出した言葉を引っ込めるのは難しいし……なにより、混乱して分からないから。仕方ないからと虚勢を張り通そうとする私をするすると抱き留めるお兄ちゃん。

そういう事ばっかり手慣れた感じなんだから!!

 

「━━━━怖いだろ?」

 

「━━━━ッ!!」

 

ビクン、と図星に身体が跳ねるのが、自分でも分かる。

けれど、お兄ちゃんは其処を揶揄したりせずに、ゆっくりと頭を撫でてくれる。

 

「……人間ってのはな?生きていたいモンなんだよ。
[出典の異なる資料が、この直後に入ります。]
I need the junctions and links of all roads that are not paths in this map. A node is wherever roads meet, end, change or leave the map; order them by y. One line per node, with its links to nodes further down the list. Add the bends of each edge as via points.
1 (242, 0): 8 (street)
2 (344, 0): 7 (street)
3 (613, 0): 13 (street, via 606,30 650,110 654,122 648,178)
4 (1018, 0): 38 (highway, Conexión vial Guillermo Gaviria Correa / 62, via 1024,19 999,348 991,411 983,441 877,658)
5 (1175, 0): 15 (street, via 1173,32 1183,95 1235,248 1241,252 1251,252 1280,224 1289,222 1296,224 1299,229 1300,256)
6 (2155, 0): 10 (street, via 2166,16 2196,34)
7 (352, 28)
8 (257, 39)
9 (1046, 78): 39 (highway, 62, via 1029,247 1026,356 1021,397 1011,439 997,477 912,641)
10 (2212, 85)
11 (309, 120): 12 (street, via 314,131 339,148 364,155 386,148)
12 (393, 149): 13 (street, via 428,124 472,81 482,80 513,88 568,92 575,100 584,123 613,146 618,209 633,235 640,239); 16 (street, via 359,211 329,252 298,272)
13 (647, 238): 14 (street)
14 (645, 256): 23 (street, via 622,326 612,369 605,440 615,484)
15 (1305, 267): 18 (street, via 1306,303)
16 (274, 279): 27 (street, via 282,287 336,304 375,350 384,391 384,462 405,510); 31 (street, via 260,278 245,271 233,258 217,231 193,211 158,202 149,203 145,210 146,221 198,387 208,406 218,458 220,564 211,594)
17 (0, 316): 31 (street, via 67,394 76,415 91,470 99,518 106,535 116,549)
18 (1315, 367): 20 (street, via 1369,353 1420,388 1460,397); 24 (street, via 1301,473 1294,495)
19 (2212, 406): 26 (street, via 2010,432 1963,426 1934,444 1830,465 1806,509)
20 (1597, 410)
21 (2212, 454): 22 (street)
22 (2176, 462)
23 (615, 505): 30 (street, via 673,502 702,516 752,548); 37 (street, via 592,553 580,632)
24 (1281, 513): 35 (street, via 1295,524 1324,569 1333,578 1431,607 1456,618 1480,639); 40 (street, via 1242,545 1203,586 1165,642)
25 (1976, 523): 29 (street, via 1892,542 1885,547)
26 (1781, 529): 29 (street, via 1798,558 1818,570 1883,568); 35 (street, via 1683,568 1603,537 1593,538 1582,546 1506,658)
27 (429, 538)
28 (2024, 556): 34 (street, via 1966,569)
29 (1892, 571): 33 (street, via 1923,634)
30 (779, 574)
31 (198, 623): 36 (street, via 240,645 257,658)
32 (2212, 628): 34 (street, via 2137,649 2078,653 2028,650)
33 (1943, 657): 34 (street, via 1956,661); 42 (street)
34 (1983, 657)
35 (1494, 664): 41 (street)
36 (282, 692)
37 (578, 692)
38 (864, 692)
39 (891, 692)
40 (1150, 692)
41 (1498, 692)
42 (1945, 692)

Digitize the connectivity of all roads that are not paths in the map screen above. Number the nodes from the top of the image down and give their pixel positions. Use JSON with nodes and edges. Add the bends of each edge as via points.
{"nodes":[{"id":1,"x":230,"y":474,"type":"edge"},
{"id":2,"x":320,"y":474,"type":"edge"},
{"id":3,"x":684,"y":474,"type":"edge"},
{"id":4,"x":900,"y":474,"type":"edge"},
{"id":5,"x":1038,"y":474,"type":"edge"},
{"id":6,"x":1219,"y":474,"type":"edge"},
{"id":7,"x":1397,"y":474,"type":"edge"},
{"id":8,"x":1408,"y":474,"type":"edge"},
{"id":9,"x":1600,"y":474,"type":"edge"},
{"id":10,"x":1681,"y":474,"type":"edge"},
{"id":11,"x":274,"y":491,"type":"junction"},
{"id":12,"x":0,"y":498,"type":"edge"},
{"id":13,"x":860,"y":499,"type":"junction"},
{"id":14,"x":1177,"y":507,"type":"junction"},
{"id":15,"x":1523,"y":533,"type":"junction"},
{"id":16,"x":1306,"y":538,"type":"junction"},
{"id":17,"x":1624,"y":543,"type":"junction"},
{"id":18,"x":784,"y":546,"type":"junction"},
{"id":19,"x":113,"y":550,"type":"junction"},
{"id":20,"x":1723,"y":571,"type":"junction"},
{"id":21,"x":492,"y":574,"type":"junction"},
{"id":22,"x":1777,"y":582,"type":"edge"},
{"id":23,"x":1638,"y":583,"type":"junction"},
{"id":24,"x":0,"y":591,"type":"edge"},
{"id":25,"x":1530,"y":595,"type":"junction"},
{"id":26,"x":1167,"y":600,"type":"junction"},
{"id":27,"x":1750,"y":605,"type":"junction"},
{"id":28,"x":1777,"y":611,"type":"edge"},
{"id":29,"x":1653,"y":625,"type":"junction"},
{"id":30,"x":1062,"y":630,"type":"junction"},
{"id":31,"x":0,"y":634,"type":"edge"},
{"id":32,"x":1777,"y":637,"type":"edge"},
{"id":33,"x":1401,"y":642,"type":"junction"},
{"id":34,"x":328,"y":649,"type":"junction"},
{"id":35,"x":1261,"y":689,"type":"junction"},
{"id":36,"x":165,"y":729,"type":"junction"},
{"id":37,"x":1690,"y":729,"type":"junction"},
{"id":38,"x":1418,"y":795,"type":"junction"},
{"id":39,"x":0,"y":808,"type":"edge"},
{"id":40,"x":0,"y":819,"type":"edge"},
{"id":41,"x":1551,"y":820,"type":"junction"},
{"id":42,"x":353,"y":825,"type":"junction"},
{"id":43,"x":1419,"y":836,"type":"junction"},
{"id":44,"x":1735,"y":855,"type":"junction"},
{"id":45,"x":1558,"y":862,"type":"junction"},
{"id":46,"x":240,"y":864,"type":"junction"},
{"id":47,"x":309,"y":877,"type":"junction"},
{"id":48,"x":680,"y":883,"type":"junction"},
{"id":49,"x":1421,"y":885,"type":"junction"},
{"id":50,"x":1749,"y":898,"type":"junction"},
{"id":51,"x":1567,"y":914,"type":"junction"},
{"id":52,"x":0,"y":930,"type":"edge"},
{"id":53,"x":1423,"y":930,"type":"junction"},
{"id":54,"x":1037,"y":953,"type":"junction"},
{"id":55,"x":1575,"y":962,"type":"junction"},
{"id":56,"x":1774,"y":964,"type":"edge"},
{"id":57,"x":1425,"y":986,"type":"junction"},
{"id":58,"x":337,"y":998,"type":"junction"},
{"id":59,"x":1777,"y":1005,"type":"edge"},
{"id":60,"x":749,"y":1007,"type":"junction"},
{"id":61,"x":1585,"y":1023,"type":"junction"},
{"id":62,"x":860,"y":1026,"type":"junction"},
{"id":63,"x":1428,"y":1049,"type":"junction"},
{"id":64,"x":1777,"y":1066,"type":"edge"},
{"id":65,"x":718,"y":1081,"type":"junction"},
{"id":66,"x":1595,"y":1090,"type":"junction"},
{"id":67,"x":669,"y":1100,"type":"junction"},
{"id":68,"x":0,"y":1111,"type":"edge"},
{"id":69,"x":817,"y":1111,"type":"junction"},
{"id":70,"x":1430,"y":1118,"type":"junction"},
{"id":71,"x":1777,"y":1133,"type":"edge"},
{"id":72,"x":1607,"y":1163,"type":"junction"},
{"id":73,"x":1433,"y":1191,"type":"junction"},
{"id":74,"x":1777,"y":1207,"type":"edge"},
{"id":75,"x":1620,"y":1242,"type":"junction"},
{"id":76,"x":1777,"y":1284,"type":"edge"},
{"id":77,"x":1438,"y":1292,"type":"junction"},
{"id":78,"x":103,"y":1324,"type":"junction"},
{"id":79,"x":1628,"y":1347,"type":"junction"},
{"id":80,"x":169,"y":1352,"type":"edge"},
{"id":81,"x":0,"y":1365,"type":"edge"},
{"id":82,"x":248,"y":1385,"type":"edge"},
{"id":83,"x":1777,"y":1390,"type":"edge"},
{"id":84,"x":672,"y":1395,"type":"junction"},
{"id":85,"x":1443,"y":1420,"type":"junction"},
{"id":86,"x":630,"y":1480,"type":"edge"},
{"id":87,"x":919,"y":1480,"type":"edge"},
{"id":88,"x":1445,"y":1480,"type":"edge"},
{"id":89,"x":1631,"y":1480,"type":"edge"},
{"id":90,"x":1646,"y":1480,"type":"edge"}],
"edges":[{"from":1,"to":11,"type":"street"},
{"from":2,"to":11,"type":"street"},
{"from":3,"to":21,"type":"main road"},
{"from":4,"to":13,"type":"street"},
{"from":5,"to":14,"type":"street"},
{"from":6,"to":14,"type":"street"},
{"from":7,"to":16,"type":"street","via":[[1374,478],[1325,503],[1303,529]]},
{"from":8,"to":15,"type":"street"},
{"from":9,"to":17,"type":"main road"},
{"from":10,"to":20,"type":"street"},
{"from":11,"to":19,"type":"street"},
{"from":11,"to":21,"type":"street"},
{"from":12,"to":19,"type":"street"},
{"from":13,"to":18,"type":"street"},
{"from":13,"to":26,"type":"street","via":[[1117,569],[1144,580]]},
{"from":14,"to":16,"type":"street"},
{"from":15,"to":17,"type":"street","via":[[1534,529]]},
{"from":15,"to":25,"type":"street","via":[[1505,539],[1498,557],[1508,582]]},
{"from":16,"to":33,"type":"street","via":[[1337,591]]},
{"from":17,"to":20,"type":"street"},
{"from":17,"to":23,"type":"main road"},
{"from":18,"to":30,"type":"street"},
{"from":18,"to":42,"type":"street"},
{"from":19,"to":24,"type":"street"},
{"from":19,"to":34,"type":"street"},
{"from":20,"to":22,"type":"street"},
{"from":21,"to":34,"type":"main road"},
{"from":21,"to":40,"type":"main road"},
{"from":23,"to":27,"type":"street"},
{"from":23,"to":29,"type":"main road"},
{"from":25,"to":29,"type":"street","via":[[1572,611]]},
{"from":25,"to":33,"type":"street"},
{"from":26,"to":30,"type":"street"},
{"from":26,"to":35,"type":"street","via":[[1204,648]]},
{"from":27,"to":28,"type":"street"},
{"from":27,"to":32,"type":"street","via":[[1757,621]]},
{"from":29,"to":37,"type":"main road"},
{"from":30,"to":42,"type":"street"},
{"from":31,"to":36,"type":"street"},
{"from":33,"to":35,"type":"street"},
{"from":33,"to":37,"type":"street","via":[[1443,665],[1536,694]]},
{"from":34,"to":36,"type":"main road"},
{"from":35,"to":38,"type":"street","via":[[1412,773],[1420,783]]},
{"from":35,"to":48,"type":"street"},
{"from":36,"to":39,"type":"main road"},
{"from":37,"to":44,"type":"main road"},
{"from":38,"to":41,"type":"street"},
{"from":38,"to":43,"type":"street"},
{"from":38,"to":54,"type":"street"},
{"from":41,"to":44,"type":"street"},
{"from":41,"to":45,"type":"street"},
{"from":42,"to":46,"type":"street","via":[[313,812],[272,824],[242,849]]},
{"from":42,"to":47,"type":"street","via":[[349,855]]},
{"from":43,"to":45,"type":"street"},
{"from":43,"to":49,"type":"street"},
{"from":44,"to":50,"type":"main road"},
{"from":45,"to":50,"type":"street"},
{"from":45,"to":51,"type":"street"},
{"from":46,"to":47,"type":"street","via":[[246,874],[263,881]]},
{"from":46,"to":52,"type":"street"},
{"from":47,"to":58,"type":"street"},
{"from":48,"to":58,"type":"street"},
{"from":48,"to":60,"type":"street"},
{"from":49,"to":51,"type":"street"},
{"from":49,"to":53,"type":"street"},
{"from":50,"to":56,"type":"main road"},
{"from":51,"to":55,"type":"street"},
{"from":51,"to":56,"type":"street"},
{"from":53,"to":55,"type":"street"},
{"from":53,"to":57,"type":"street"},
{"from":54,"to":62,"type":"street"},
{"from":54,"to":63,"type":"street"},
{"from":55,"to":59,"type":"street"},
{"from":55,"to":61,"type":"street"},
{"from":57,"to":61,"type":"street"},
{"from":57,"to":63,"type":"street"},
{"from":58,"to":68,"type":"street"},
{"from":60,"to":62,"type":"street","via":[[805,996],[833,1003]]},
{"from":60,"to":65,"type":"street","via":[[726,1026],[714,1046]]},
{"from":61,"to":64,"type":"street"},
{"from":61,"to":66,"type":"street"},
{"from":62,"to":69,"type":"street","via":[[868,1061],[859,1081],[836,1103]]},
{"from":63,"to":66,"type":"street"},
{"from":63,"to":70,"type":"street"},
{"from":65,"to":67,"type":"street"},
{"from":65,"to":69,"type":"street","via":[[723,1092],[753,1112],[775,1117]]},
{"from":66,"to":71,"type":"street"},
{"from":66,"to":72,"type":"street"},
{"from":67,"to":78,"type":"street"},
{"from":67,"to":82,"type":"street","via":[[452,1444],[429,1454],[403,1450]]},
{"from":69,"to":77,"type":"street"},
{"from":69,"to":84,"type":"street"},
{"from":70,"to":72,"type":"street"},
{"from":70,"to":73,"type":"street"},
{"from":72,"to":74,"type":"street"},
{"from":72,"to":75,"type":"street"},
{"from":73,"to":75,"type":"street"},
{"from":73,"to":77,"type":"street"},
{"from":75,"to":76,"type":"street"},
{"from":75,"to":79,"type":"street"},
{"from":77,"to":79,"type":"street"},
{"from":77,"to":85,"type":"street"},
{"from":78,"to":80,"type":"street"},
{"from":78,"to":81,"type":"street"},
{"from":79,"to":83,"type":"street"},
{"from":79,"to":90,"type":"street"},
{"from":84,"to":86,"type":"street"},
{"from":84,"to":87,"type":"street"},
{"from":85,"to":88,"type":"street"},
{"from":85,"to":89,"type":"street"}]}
そりゃあ、誰かの為に命を懸ける事が必要になる状況だってあるだろうし、その為に己を鍛え上げる防人だって居る。

 ━━━━けど、響はそうじゃない。ある日突然巻き込まれて、重い使命を背負わされちゃっただけの、普通の女の子だ。

 死ぬのが怖いなんて当然だ。心細くなって、頭の中もぐちゃぐちゃで分からなくなるのも当然だ。

 ━━━━だから、泣いていいんだよ。寂しくて、悲しくて、怖くて。そんな時には、思いっきり泣いていいんだ……」

 

その言葉と、頭を撫でる暖かな体温に、何か、胸の奥に深々と刺さった棘が溶けるように消えたようで。

 

気づいた時には、涙が止まらなくなっていた。

 

「怖いよ……!!死にたくない……!!私、生きていたい……ッ!!」

 

ぽろぽろと、涙が止まらない。歪む視界で見上げても、お兄ちゃんは微笑むばかり。

 

「━━━━それにな?FISの存在を盾に米国を強請ったらゲロってくれたんだが、機械的に起動可能な神獣鏡のシンフォギア、彼女達が持ち去った聖遺物の中にあったらしいんだ。

 だから、俺達が頑張って響を助ける準備も出来てきてる。約束するよ、響。俺は、キミを絶対に死なせない。絶対に……護り抜いて見せると誓うよ。」

 

お兄ちゃんの言葉に込められた本気が分かるから、私は心安らかに二度寝を決め込む事が出来たのだった……

 

━━━━涙に歪んだ視界の中で、それでも、そう言って微笑むお兄ちゃんの顔だけは、私には綺麗に見えた気がした。




不和来動。世界を焦がし。
杞の国の人が遺せし憂いは、明日のどこかに事実と果てる。
来たる死を想い涙を流す少女を救う為、その明日を切り開く為に、少年は堅く拳を握る。